Connected and Automated Vehicles (CAVs) have the potential to greatly improve roadway safety, mobility, and associated environmental factors. To date, a large number of CAV applications have been developed and tested, both in the real world and in simulation. In nearly all cases, it is assumed that vehicle localization is sufficiently accurate at all times. Only a few studies have accounted for uncertainty in vehicle localization, which can be significant given CAVs’ strong reliance on Global Navigation Satellite Systems (GNSS)-based systems for positioning.
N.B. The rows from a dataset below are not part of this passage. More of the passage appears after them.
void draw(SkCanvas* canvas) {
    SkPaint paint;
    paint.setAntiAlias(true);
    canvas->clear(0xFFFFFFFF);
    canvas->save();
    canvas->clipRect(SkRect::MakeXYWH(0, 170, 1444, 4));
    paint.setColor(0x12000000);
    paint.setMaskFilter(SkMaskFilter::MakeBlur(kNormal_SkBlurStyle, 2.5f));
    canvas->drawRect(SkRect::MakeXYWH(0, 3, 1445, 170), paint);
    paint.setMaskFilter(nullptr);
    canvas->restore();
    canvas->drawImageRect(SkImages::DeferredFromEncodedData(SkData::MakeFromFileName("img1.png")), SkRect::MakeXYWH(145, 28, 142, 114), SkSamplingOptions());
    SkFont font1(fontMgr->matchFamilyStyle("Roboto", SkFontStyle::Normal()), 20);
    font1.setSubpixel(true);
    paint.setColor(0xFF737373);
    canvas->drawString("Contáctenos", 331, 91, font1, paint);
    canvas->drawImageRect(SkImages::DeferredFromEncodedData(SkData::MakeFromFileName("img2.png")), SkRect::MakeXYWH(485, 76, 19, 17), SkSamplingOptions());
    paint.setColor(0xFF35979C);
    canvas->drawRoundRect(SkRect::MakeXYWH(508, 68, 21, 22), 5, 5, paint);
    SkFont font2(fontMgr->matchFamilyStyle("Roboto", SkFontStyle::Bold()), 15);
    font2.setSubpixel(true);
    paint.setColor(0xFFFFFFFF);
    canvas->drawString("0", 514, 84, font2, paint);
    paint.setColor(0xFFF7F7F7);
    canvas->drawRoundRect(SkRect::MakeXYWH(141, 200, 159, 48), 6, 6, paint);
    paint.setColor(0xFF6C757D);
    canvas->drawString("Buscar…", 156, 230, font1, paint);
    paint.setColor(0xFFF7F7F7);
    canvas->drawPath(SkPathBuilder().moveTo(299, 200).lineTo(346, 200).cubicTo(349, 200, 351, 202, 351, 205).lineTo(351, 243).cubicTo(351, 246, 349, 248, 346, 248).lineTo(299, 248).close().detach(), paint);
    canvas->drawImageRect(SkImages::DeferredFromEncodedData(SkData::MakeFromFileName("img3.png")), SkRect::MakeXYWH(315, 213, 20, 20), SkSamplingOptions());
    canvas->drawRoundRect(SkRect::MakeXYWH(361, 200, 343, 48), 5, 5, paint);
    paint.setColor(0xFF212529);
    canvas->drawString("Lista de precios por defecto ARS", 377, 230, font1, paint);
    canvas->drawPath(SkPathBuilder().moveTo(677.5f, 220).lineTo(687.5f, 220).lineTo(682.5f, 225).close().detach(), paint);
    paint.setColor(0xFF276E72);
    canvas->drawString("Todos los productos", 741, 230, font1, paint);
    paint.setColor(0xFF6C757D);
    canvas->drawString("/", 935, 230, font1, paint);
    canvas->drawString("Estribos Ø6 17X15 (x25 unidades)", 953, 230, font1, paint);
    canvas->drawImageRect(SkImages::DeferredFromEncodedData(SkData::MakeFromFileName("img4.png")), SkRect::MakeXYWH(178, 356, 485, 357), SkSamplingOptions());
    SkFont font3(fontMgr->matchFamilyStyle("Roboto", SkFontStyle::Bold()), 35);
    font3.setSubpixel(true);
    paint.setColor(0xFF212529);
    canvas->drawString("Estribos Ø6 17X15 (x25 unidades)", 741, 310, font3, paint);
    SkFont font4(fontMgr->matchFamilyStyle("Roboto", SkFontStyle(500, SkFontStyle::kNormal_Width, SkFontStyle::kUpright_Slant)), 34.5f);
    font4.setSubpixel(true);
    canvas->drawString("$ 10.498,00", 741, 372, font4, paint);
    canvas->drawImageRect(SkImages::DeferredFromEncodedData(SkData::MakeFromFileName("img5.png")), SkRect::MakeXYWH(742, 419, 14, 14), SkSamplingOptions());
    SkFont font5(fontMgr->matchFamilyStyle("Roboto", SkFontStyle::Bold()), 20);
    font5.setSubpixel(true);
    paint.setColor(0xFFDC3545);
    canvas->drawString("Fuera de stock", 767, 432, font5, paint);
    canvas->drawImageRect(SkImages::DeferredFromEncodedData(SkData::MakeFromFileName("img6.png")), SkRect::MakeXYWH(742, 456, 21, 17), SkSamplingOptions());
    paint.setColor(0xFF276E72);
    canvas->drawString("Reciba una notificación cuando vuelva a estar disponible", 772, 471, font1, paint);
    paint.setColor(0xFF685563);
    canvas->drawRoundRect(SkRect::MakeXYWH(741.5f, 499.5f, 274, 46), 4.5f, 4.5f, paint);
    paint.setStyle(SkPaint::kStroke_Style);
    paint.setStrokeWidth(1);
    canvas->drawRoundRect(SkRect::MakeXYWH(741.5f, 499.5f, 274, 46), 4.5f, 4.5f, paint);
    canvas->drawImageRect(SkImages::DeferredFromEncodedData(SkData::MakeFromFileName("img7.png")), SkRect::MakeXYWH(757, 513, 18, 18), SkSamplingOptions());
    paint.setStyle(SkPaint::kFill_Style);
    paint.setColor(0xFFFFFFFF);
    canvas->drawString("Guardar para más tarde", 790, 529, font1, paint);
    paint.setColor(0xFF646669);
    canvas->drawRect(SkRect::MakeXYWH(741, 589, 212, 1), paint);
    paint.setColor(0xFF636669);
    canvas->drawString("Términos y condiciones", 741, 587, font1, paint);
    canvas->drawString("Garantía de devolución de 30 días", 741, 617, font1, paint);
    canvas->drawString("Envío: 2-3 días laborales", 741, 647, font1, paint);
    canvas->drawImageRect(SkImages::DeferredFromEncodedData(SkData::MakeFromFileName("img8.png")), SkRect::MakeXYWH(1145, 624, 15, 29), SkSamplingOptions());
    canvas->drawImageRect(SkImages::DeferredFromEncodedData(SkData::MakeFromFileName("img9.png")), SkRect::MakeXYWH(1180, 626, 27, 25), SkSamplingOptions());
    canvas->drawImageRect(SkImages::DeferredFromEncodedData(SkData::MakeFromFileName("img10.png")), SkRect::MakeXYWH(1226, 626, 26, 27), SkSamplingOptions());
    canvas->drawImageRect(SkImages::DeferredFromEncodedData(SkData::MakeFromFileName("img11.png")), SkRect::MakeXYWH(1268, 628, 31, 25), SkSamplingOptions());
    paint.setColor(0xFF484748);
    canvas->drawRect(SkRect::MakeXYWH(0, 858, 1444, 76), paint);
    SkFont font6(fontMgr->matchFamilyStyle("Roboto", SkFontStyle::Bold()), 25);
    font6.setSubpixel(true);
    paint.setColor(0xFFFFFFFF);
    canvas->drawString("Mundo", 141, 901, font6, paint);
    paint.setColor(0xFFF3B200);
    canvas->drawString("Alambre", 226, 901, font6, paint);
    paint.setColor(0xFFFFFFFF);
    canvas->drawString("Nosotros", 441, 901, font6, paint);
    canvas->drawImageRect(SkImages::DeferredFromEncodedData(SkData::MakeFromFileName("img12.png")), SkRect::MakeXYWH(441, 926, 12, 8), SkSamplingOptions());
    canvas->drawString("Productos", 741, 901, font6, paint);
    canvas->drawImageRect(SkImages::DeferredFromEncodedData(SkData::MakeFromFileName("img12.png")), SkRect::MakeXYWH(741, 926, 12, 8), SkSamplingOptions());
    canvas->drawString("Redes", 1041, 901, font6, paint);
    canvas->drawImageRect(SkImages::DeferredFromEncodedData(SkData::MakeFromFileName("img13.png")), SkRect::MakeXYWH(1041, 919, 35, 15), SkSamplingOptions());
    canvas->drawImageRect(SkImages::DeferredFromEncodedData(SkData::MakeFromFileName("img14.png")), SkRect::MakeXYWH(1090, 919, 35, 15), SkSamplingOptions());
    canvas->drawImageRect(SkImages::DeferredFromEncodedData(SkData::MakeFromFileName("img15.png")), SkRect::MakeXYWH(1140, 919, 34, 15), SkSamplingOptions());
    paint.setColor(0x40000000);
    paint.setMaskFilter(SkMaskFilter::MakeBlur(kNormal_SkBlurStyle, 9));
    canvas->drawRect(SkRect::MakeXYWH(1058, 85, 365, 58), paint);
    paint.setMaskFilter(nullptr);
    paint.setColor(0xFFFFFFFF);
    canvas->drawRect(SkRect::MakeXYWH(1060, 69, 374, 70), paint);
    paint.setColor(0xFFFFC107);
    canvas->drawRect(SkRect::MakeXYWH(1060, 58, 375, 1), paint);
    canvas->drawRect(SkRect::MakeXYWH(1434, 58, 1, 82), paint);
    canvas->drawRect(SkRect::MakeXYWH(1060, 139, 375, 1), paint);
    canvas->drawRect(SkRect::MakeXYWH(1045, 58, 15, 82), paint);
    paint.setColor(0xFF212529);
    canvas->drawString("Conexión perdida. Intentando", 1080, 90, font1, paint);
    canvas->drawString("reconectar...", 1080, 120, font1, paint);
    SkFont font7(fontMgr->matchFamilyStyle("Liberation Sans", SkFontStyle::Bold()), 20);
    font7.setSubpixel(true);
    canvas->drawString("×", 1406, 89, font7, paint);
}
Positioning accuracy can vary both in time and space and is sometimes quite poor (>10 meters) in urban and other challenging environments for GNSS. This is a problem given that many CAV applications (e.g., Cooperative Adaptive Cruise Control) require at least lane-level, or submeter, accuracy.
This dissertation focuses on the gap between current (affordable) Connected Vehicle positioning technology and CAV applications’ positioning requirements. As a first step, the positioning requirements of a wide range of CAV applications were qualitatively determined. The positioning attributes examined were: required accuracy, type (i.e., relative vs. absolute positioning), and update rate; and the “maximum benefit” accuracy. It was found that lane-level positioning accuracy is critical to enabling functionality in a large number of applications.
Next, the effect of position uncertainty on application performance was tested in a simulation environment. Two applications—an environmentally-friendly application for signalized intersections, and a safety-focused highway application—were examined. In both cases, it was found that application performance can degrade significantly (or outright fail) when the positioning accuracy is less than required.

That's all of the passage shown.